Material for this task ->

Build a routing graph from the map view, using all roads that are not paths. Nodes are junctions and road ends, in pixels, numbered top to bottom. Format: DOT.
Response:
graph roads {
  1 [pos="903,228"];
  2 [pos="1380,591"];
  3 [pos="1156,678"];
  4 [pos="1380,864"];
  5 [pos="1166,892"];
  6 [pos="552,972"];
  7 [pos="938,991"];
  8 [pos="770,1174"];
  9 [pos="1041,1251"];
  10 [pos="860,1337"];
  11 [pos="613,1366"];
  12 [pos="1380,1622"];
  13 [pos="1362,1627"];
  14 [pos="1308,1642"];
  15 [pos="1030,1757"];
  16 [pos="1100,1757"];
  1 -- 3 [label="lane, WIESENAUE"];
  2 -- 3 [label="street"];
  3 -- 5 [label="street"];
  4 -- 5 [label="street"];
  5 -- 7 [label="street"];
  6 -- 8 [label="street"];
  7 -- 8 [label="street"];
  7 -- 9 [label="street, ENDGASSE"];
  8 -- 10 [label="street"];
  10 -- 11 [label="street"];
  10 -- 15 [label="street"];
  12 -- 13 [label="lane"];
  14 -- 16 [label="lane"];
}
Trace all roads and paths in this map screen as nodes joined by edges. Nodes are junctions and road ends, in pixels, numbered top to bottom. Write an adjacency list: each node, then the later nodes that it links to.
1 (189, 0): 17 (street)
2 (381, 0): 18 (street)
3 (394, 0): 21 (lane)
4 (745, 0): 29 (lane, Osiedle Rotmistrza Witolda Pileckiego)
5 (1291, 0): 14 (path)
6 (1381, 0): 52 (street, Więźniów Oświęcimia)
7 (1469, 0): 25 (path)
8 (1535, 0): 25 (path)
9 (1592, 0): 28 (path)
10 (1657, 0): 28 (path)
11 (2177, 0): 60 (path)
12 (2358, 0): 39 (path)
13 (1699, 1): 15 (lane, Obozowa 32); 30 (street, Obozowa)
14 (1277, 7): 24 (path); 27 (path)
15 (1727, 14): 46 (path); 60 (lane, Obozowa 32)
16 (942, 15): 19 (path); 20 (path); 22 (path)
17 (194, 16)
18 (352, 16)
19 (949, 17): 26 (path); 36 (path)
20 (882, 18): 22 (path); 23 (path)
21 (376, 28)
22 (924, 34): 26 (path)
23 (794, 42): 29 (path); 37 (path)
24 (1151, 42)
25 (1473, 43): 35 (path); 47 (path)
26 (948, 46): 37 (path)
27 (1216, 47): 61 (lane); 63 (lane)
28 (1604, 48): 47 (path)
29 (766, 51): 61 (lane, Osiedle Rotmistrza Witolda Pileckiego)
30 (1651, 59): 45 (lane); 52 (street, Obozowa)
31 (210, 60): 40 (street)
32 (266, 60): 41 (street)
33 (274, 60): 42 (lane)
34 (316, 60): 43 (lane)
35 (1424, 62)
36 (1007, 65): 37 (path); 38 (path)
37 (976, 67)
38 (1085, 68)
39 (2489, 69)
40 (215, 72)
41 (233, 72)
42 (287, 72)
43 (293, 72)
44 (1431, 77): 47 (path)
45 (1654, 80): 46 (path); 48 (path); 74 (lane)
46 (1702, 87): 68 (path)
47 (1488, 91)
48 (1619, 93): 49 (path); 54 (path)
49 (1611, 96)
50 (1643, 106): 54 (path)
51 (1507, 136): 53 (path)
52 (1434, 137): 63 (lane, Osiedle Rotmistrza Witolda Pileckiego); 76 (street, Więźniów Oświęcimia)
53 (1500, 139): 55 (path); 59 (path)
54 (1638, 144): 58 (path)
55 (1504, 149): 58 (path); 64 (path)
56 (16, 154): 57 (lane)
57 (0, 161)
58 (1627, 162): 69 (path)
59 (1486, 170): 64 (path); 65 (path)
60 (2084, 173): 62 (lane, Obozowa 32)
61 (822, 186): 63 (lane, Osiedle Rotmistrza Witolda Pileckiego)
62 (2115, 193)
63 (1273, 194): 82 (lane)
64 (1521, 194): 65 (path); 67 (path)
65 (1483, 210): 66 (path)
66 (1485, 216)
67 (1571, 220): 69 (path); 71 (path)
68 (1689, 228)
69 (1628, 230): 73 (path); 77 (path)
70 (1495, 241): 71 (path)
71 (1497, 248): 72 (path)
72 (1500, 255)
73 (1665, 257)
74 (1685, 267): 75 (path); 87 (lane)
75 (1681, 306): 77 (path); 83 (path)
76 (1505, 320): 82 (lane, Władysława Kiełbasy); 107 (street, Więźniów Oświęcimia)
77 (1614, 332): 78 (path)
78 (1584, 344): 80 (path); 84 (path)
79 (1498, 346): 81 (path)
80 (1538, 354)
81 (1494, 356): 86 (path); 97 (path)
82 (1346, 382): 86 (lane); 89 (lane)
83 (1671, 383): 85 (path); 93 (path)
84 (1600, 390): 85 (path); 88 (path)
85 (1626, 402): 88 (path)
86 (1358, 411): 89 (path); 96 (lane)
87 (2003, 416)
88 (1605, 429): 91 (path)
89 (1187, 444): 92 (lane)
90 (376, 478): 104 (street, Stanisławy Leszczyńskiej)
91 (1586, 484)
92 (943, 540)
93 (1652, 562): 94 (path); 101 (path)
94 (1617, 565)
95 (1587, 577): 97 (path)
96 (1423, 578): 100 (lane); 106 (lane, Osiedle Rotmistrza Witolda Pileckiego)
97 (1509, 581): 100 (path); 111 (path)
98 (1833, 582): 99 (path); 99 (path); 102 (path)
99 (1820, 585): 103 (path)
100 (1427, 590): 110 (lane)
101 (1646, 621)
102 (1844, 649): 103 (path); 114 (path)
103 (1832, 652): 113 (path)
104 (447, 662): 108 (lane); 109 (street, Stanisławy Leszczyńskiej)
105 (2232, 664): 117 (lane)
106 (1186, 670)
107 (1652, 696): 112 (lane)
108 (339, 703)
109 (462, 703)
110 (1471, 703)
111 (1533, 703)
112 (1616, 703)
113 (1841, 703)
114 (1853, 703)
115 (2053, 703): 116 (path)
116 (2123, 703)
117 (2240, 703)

Work task ->
Would you retype the records above without changing a word?

Exercise response ->
Build a routing graph from the map view, using all roads that are not paths. Nodes are junctions and road ends, in pixels, numbered top to bottom. Format: DOT.
Response:
graph roads {
  1 [pos="903,228"];
  2 [pos="1380,591"];
  3 [pos="1156,678"];
  4 [pos="1380,864"];
  5 [pos="1166,892"];
  6 [pos="552,972"];
  7 [pos="938,991"];
  8 [pos="770,1174"];
  9 [pos="1041,1251"];
  10 [pos="860,1337"];
  11 [pos="613,1366"];
  12 [pos="1380,1622"];
  13 [pos="1362,1627"];
  14 [pos="1308,1642"];
  15 [pos="1030,1757"];
  16 [pos="1100,1757"];
  1 -- 3 [label="lane, WIESENAUE"];
  2 -- 3 [label="street"];
  3 -- 5 [label="street"];
  4 -- 5 [label="street"];
  5 -- 7 [label="street"];
  6 -- 8 [label="street"];
  7 -- 8 [label="street"];
  7 -- 9 [label="street, ENDGASSE"];
  8 -- 10 [label="street"];
  10 -- 11 [label="street"];
  10 -- 15 [label="street"];
  12 -- 13 [label="lane"];
  14 -- 16 [label="lane"];
}
Trace all roads and paths in this map screen as nodes joined by edges. Nodes are junctions and road ends, in pixels, numbered top to bottom. Write an adjacency list: each node, then the later nodes that it links to.
1 (189, 0): 17 (street)
2 (381, 0): 18 (street)
3 (394, 0): 21 (lane)
4 (745, 0): 29 (lane, Osiedle Rotmistrza Witolda Pileckiego)
5 (1291, 0): 14 (path)
6 (1381, 0): 52 (street, Więźniów Oświęcimia)
7 (1469, 0): 25 (path)
8 (1535, 0): 25 (path)
9 (1592, 0): 28 (path)
10 (1657, 0): 28 (path)
11 (2177, 0): 60 (path)
12 (2358, 0): 39 (path)
13 (1699, 1): 15 (lane, Obozowa 32); 30 (street, Obozowa)
14 (1277, 7): 24 (path); 27 (path)
15 (1727, 14): 46 (path); 60 (lane, Obozowa 32)
16 (942, 15): 19 (path); 20 (path); 22 (path)
17 (194, 16)
18 (352, 16)
19 (949, 17): 26 (path); 36 (path)
20 (882, 18): 22 (path); 23 (path)
21 (376, 28)
22 (924, 34): 26 (path)
23 (794, 42): 29 (path); 37 (path)
24 (1151, 42)
25 (1473, 43): 35 (path); 47 (path)
26 (948, 46): 37 (path)
27 (1216, 47): 61 (lane); 63 (lane)
28 (1604, 48): 47 (path)
29 (766, 51): 61 (lane, Osiedle Rotmistrza Witolda Pileckiego)
30 (1651, 59): 45 (lane); 52 (street, Obozowa)
31 (210, 60): 40 (street)
32 (266, 60): 41 (street)
33 (274, 60): 42 (lane)
34 (316, 60): 43 (lane)
35 (1424, 62)
36 (1007, 65): 37 (path); 38 (path)
37 (976, 67)
38 (1085, 68)
39 (2489, 69)
40 (215, 72)
41 (233, 72)
42 (287, 72)
43 (293, 72)
44 (1431, 77): 47 (path)
45 (1654, 80): 46 (path); 48 (path); 74 (lane)
46 (1702, 87): 68 (path)
47 (1488, 91)
48 (1619, 93): 49 (path); 54 (path)
49 (1611, 96)
50 (1643, 106): 54 (path)
51 (1507, 136): 53 (path)
52 (1434, 137): 63 (lane, Osiedle Rotmistrza Witolda Pileckiego); 76 (street, Więźniów Oświęcimia)
53 (1500, 139): 55 (path); 59 (path)
54 (1638, 144): 58 (path)
55 (1504, 149): 58 (path); 64 (path)
56 (16, 154): 57 (lane)
57 (0, 161)
58 (1627, 162): 69 (path)
59 (1486, 170): 64 (path); 65 (path)
60 (2084, 173): 62 (lane, Obozowa 32)
61 (822, 186): 63 (lane, Osiedle Rotmistrza Witolda Pileckiego)
62 (2115, 193)
63 (1273, 194): 82 (lane)
64 (1521, 194): 65 (path); 67 (path)
65 (1483, 210): 66 (path)
66 (1485, 216)
67 (1571, 220): 69 (path); 71 (path)
68 (1689, 228)
69 (1628, 230): 73 (path); 77 (path)
70 (1495, 241): 71 (path)
71 (1497, 248): 72 (path)
72 (1500, 255)
73 (1665, 257)
74 (1685, 267): 75 (path); 87 (lane)
75 (1681, 306): 77 (path); 83 (path)
76 (1505, 320): 82 (lane, Władysława Kiełbasy); 107 (street, Więźniów Oświęcimia)
77 (1614, 332): 78 (path)
78 (1584, 344): 80 (path); 84 (path)
79 (1498, 346): 81 (path)
80 (1538, 354)
81 (1494, 356): 86 (path); 97 (path)
82 (1346, 382): 86 (lane); 89 (lane)
83 (1671, 383): 85 (path); 93 (path)
84 (1600, 390): 85 (path); 88 (path)
85 (1626, 402): 88 (path)
86 (1358, 411): 89 (path); 96 (lane)
87 (2003, 416)
88 (1605, 429): 91 (path)
89 (1187, 444): 92 (lane)
90 (376, 478): 104 (street, Stanisławy Leszczyńskiej)
91 (1586, 484)
92 (943, 540)
93 (1652, 562): 94 (path); 101 (path)
94 (1617, 565)
95 (1587, 577): 97 (path)
96 (1423, 578): 100 (lane); 106 (lane, Osiedle Rotmistrza Witolda Pileckiego)
97 (1509, 581): 100 (path); 111 (path)
98 (1833, 582): 99 (path); 99 (path); 102 (path)
99 (1820, 585): 103 (path)
100 (1427, 590): 110 (lane)
101 (1646, 621)
102 (1844, 649): 103 (path); 114 (path)
103 (1832, 652): 113 (path)
104 (447, 662): 108 (lane); 109 (street, Stanisławy Leszczyńskiej)
105 (2232, 664): 117 (lane)
106 (1186, 670)
107 (1652, 696): 112 (lane)
108 (339, 703)
109 (462, 703)
110 (1471, 703)
111 (1533, 703)
112 (1616, 703)
113 (1841, 703)
114 (1853, 703)
115 (2053, 703): 116 (path)
116 (2123, 703)
117 (2240, 703)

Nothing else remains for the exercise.